++++ Task input ++++
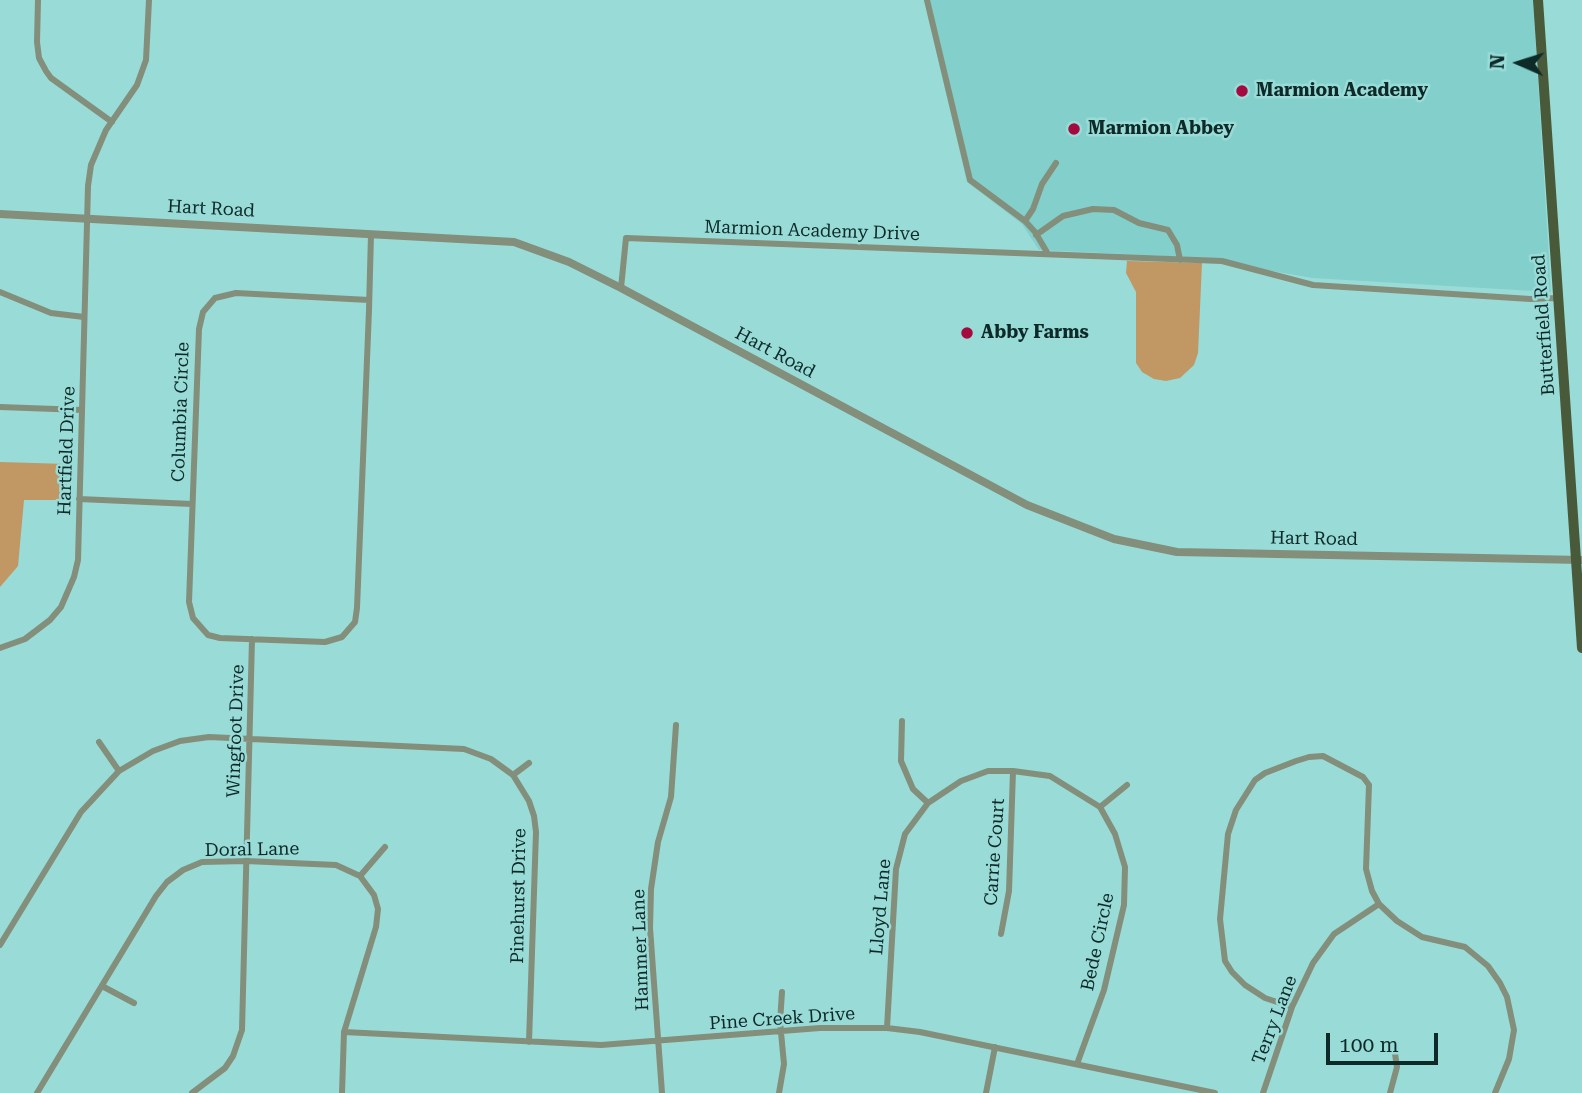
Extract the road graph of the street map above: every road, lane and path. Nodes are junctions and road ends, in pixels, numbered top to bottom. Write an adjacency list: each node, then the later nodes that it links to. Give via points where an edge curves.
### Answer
++++
++++ Task input ++++
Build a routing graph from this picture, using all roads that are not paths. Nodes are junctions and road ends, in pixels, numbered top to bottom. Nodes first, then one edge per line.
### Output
++++
++++ Task input ++++
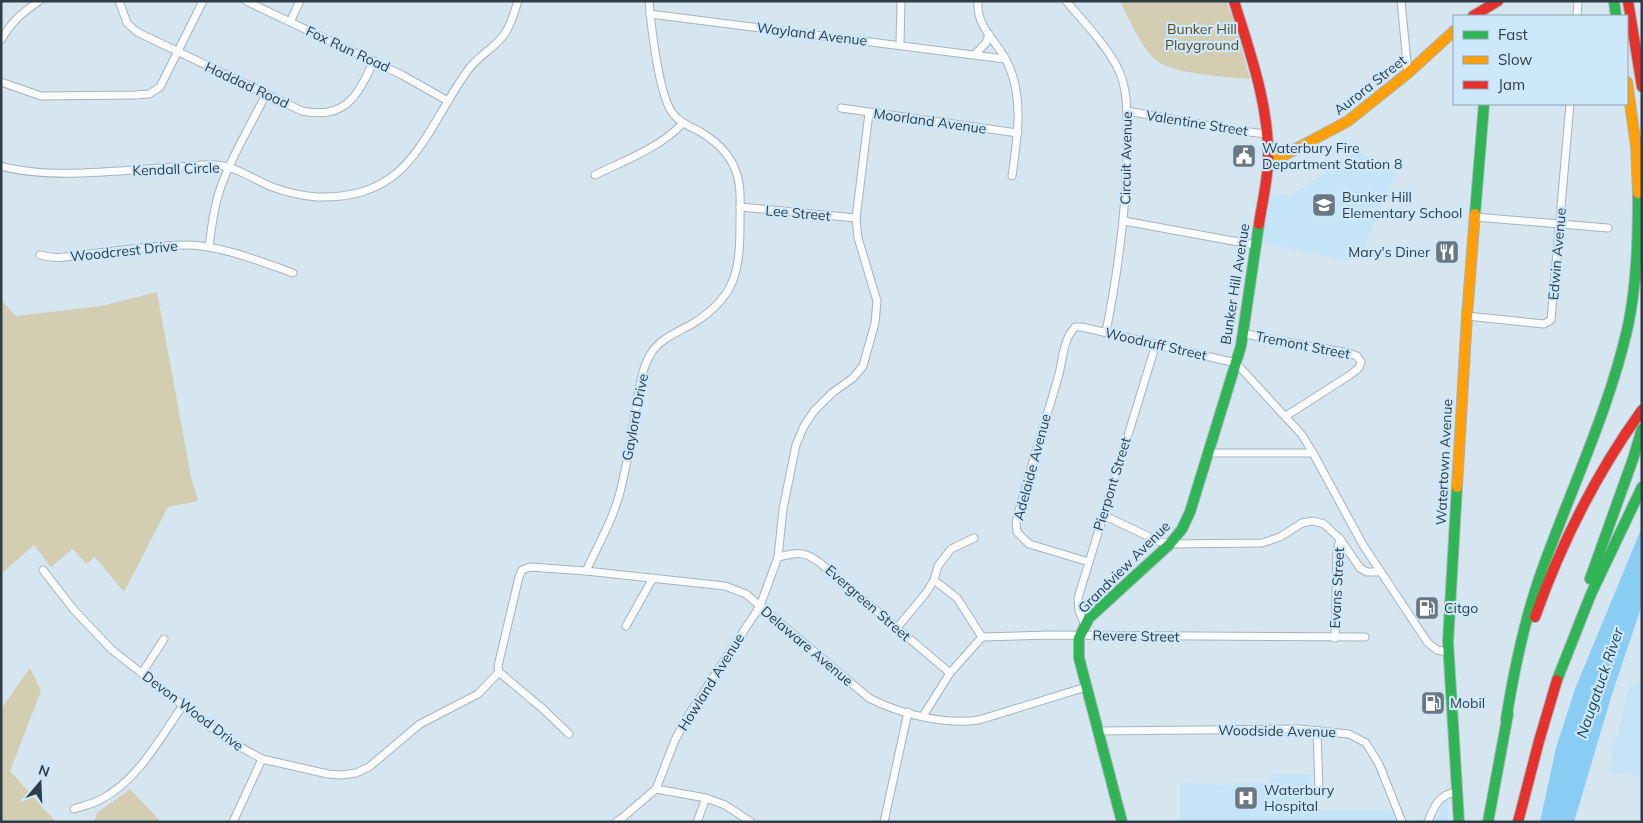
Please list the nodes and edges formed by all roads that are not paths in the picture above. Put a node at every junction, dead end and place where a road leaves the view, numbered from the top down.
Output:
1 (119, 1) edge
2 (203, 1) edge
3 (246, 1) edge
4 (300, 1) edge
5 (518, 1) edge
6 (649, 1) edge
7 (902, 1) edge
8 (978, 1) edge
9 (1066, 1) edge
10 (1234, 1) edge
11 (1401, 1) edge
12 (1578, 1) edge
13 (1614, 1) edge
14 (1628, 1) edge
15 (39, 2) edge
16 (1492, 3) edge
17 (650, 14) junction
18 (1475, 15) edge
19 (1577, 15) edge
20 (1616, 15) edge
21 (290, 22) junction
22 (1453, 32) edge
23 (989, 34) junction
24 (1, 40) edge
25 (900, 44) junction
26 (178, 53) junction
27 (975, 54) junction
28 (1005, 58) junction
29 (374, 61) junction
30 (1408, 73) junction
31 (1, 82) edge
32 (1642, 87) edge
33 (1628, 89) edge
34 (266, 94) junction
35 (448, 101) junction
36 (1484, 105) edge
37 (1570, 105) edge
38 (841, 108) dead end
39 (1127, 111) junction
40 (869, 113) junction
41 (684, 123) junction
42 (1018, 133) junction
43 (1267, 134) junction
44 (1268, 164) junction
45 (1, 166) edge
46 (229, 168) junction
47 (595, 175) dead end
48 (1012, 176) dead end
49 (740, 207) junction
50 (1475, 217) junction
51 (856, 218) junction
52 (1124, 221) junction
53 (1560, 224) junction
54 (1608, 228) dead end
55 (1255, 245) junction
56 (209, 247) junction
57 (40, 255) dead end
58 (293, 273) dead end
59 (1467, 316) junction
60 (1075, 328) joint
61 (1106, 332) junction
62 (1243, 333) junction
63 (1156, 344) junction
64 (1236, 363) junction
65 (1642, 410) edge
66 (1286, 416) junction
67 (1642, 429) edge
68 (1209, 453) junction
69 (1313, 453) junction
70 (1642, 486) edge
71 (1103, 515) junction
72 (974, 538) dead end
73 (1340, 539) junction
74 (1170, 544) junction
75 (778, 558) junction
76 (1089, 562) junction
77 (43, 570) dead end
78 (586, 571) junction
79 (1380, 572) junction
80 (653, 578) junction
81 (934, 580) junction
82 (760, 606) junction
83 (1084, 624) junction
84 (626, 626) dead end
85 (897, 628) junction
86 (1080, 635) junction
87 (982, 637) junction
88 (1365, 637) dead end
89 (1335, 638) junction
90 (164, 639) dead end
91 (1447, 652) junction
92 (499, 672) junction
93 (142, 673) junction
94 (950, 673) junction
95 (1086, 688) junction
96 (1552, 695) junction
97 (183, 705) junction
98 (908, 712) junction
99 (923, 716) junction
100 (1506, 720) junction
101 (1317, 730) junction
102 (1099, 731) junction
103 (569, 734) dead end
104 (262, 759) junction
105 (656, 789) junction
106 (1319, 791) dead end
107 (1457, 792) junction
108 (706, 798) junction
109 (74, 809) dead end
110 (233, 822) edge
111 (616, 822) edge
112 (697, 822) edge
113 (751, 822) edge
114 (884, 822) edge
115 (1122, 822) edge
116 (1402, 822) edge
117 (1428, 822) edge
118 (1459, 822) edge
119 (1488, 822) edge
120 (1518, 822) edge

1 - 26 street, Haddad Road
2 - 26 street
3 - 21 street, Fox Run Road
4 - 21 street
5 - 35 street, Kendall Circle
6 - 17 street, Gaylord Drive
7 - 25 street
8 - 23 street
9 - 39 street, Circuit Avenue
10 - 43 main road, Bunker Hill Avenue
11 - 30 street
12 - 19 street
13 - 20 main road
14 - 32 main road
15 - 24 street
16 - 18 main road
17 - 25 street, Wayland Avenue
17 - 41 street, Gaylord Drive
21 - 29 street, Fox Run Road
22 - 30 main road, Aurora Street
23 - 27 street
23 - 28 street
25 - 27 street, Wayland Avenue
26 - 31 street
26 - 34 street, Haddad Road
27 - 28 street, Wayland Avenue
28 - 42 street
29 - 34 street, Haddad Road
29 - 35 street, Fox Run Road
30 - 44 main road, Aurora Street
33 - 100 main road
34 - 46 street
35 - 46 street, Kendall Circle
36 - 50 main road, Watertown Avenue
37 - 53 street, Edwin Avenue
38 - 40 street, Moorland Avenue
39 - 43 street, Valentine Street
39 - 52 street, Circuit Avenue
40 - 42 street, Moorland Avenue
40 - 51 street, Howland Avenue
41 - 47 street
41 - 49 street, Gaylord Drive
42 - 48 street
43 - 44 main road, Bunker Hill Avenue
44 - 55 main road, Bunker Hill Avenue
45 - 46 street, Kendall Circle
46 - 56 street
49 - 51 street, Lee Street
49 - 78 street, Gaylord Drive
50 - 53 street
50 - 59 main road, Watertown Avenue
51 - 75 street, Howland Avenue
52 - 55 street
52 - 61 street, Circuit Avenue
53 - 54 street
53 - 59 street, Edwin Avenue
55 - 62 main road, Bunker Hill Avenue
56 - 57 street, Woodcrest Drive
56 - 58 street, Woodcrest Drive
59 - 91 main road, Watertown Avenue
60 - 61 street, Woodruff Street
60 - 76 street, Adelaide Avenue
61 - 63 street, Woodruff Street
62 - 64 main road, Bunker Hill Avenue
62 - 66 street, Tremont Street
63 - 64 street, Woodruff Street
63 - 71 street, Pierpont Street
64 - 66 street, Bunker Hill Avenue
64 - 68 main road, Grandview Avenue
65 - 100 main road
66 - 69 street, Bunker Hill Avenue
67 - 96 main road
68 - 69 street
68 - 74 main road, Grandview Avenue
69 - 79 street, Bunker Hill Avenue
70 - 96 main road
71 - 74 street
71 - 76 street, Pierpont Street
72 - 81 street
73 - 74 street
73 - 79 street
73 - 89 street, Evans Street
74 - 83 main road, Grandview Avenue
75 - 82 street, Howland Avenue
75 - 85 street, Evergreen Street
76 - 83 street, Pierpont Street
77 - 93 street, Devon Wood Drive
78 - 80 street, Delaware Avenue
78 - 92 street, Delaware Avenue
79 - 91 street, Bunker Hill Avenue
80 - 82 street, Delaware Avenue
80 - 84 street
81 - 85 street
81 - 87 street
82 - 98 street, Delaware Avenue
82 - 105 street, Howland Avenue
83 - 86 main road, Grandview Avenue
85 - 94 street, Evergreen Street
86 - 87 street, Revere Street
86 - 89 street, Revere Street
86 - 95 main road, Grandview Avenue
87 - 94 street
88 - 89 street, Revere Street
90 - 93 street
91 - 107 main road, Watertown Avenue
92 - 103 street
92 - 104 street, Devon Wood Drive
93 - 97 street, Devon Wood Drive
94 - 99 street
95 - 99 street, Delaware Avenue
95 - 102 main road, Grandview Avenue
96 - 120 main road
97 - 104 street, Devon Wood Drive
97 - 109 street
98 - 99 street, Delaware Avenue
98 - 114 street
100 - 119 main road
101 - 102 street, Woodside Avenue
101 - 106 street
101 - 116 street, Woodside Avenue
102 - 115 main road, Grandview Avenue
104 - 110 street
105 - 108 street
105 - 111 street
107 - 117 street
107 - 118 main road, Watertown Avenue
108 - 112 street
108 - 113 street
++++
▶ **What is being asked**:
Copy every line of the listing where the word "above" appears.

▶ **Answer below**:
Extract the road graph of the street map above: every road, lane and path. Nodes are junctions and road ends, in pixels, numbered top to bottom. Write an adjacency list: each node, then the later nodes that it links to. Give via points where an edge curves.
Please list the nodes and edges formed by all roads that are not paths in the picture above. Put a node at every junction, dead end and place where a road leaves the view, numbered from the top down.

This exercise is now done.